Activity =
Each entry should be duplicated exactly, with no line missing.

[Opening Data for the task section]

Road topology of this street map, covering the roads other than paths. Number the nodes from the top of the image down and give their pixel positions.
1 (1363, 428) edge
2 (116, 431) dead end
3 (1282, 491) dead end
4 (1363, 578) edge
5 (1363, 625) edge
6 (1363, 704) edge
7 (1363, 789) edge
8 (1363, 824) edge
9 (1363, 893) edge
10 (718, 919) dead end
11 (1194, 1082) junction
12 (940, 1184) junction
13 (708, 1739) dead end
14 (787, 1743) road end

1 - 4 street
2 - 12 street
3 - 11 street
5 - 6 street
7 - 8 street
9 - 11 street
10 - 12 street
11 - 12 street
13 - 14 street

[Closing Data for the task section]

Reply to the task =
Road topology of this street map, covering the roads other than paths. Number the nodes from the top of the image down and give their pixel positions.
1 (1363, 428) edge
2 (116, 431) dead end
3 (1282, 491) dead end
4 (1363, 578) edge
5 (1363, 625) edge
6 (1363, 704) edge
7 (1363, 789) edge
8 (1363, 824) edge
9 (1363, 893) edge
10 (718, 919) dead end
11 (1194, 1082) junction
12 (940, 1184) junction
13 (708, 1739) dead end
14 (787, 1743) road end

1 - 4 street
2 - 12 street
3 - 11 street
5 - 6 street
7 - 8 street
9 - 11 street
10 - 12 street
11 - 12 street
13 - 14 street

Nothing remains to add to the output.